> [Work request]:
An exact reproduction of all the entries is the expected answer.

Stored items
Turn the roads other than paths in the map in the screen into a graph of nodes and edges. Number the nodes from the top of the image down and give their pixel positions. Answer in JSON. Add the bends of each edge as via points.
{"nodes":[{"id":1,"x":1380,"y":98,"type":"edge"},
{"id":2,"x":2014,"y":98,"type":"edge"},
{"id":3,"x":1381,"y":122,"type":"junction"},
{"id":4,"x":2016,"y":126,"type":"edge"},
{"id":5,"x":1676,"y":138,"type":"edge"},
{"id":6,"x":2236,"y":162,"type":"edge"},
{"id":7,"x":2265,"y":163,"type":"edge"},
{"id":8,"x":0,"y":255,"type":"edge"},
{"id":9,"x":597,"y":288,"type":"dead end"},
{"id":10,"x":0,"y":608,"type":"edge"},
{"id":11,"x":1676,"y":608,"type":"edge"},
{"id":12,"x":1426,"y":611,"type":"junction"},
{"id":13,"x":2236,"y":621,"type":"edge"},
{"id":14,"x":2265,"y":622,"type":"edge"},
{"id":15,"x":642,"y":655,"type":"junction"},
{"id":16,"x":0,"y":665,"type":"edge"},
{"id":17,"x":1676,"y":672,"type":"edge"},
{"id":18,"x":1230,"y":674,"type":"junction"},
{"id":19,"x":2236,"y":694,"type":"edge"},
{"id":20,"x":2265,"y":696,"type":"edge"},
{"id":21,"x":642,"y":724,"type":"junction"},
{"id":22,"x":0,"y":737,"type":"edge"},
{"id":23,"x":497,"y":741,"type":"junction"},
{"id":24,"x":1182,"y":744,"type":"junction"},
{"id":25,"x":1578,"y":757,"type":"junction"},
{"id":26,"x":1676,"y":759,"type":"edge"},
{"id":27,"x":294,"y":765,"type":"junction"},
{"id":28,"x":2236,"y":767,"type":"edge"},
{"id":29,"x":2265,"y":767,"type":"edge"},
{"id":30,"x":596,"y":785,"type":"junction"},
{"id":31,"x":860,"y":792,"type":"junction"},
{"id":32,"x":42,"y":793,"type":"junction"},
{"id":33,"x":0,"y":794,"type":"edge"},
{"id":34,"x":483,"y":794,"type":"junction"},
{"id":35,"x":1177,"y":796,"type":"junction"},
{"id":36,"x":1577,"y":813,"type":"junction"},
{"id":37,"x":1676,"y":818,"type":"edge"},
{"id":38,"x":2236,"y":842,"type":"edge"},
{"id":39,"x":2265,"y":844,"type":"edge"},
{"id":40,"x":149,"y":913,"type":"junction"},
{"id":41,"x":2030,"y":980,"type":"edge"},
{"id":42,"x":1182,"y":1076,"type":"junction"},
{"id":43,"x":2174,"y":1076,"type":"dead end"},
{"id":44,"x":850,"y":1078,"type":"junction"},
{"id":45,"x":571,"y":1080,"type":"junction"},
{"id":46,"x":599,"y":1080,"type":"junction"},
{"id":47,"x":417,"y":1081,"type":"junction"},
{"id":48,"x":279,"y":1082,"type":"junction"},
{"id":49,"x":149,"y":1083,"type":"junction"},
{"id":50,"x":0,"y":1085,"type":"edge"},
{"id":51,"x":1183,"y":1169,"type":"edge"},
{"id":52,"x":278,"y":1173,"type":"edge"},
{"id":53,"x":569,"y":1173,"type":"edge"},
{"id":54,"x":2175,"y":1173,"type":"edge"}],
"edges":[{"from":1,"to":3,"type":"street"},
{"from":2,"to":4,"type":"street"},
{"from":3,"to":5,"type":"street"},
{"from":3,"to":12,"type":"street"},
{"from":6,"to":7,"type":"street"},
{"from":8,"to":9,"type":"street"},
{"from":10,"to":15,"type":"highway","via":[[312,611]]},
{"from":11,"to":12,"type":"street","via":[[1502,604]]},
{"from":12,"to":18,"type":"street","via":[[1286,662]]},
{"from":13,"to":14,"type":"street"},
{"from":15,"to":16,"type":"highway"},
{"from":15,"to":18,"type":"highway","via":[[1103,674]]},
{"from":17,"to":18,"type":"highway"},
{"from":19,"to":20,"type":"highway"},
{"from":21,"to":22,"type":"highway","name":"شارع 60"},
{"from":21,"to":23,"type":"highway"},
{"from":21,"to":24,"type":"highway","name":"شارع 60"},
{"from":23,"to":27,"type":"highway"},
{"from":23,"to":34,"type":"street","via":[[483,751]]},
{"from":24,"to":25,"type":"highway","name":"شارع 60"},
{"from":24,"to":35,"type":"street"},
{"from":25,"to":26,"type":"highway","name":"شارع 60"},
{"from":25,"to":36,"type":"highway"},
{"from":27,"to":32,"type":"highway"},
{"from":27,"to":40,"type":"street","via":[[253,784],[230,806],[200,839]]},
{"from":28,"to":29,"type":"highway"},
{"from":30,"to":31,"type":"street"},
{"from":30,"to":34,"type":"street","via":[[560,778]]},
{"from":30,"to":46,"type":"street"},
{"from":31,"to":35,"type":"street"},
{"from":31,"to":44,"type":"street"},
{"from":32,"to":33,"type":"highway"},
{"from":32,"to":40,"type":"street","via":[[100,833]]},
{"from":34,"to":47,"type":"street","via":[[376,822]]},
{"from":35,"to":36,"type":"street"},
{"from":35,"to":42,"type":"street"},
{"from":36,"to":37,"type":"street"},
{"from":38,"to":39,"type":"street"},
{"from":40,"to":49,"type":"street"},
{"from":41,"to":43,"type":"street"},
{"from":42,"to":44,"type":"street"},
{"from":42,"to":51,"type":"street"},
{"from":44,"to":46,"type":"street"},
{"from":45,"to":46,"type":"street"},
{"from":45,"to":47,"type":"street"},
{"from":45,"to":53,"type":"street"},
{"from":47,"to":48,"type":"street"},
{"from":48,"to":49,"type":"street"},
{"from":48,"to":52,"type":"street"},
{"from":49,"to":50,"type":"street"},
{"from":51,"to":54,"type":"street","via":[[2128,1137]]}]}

> [Expected output]:
Turn the roads other than paths in the map in the screen into a graph of nodes and edges. Number the nodes from the top of the image down and give their pixel positions. Answer in JSON. Add the bends of each edge as via points.
{"nodes":[{"id":1,"x":1380,"y":98,"type":"edge"},
{"id":2,"x":2014,"y":98,"type":"edge"},
{"id":3,"x":1381,"y":122,"type":"junction"},
{"id":4,"x":2016,"y":126,"type":"edge"},
{"id":5,"x":1676,"y":138,"type":"edge"},
{"id":6,"x":2236,"y":162,"type":"edge"},
{"id":7,"x":2265,"y":163,"type":"edge"},
{"id":8,"x":0,"y":255,"type":"edge"},
{"id":9,"x":597,"y":288,"type":"dead end"},
{"id":10,"x":0,"y":608,"type":"edge"},
{"id":11,"x":1676,"y":608,"type":"edge"},
{"id":12,"x":1426,"y":611,"type":"junction"},
{"id":13,"x":2236,"y":621,"type":"edge"},
{"id":14,"x":2265,"y":622,"type":"edge"},
{"id":15,"x":642,"y":655,"type":"junction"},
{"id":16,"x":0,"y":665,"type":"edge"},
{"id":17,"x":1676,"y":672,"type":"edge"},
{"id":18,"x":1230,"y":674,"type":"junction"},
{"id":19,"x":2236,"y":694,"type":"edge"},
{"id":20,"x":2265,"y":696,"type":"edge"},
{"id":21,"x":642,"y":724,"type":"junction"},
{"id":22,"x":0,"y":737,"type":"edge"},
{"id":23,"x":497,"y":741,"type":"junction"},
{"id":24,"x":1182,"y":744,"type":"junction"},
{"id":25,"x":1578,"y":757,"type":"junction"},
{"id":26,"x":1676,"y":759,"type":"edge"},
{"id":27,"x":294,"y":765,"type":"junction"},
{"id":28,"x":2236,"y":767,"type":"edge"},
{"id":29,"x":2265,"y":767,"type":"edge"},
{"id":30,"x":596,"y":785,"type":"junction"},
{"id":31,"x":860,"y":792,"type":"junction"},
{"id":32,"x":42,"y":793,"type":"junction"},
{"id":33,"x":0,"y":794,"type":"edge"},
{"id":34,"x":483,"y":794,"type":"junction"},
{"id":35,"x":1177,"y":796,"type":"junction"},
{"id":36,"x":1577,"y":813,"type":"junction"},
{"id":37,"x":1676,"y":818,"type":"edge"},
{"id":38,"x":2236,"y":842,"type":"edge"},
{"id":39,"x":2265,"y":844,"type":"edge"},
{"id":40,"x":149,"y":913,"type":"junction"},
{"id":41,"x":2030,"y":980,"type":"edge"},
{"id":42,"x":1182,"y":1076,"type":"junction"},
{"id":43,"x":2174,"y":1076,"type":"dead end"},
{"id":44,"x":850,"y":1078,"type":"junction"},
{"id":45,"x":571,"y":1080,"type":"junction"},
{"id":46,"x":599,"y":1080,"type":"junction"},
{"id":47,"x":417,"y":1081,"type":"junction"},
{"id":48,"x":279,"y":1082,"type":"junction"},
{"id":49,"x":149,"y":1083,"type":"junction"},
{"id":50,"x":0,"y":1085,"type":"edge"},
{"id":51,"x":1183,"y":1169,"type":"edge"},
{"id":52,"x":278,"y":1173,"type":"edge"},
{"id":53,"x":569,"y":1173,"type":"edge"},
{"id":54,"x":2175,"y":1173,"type":"edge"}],
"edges":[{"from":1,"to":3,"type":"street"},
{"from":2,"to":4,"type":"street"},
{"from":3,"to":5,"type":"street"},
{"from":3,"to":12,"type":"street"},
{"from":6,"to":7,"type":"street"},
{"from":8,"to":9,"type":"street"},
{"from":10,"to":15,"type":"highway","via":[[312,611]]},
{"from":11,"to":12,"type":"street","via":[[1502,604]]},
{"from":12,"to":18,"type":"street","via":[[1286,662]]},
{"from":13,"to":14,"type":"street"},
{"from":15,"to":16,"type":"highway"},
{"from":15,"to":18,"type":"highway","via":[[1103,674]]},
{"from":17,"to":18,"type":"highway"},
{"from":19,"to":20,"type":"highway"},
{"from":21,"to":22,"type":"highway","name":"شارع 60"},
{"from":21,"to":23,"type":"highway"},
{"from":21,"to":24,"type":"highway","name":"شارع 60"},
{"from":23,"to":27,"type":"highway"},
{"from":23,"to":34,"type":"street","via":[[483,751]]},
{"from":24,"to":25,"type":"highway","name":"شارع 60"},
{"from":24,"to":35,"type":"street"},
{"from":25,"to":26,"type":"highway","name":"شارع 60"},
{"from":25,"to":36,"type":"highway"},
{"from":27,"to":32,"type":"highway"},
{"from":27,"to":40,"type":"street","via":[[253,784],[230,806],[200,839]]},
{"from":28,"to":29,"type":"highway"},
{"from":30,"to":31,"type":"street"},
{"from":30,"to":34,"type":"street","via":[[560,778]]},
{"from":30,"to":46,"type":"street"},
{"from":31,"to":35,"type":"street"},
{"from":31,"to":44,"type":"street"},
{"from":32,"to":33,"type":"highway"},
{"from":32,"to":40,"type":"street","via":[[100,833]]},
{"from":34,"to":47,"type":"street","via":[[376,822]]},
{"from":35,"to":36,"type":"street"},
{"from":35,"to":42,"type":"street"},
{"from":36,"to":37,"type":"street"},
{"from":38,"to":39,"type":"street"},
{"from":40,"to":49,"type":"street"},
{"from":41,"to":43,"type":"street"},
{"from":42,"to":44,"type":"street"},
{"from":42,"to":51,"type":"street"},
{"from":44,"to":46,"type":"street"},
{"from":45,"to":46,"type":"street"},
{"from":45,"to":47,"type":"street"},
{"from":45,"to":53,"type":"street"},
{"from":47,"to":48,"type":"street"},
{"from":48,"to":49,"type":"street"},
{"from":48,"to":52,"type":"street"},
{"from":49,"to":50,"type":"street"},
{"from":51,"to":54,"type":"street","via":[[2128,1137]]}]}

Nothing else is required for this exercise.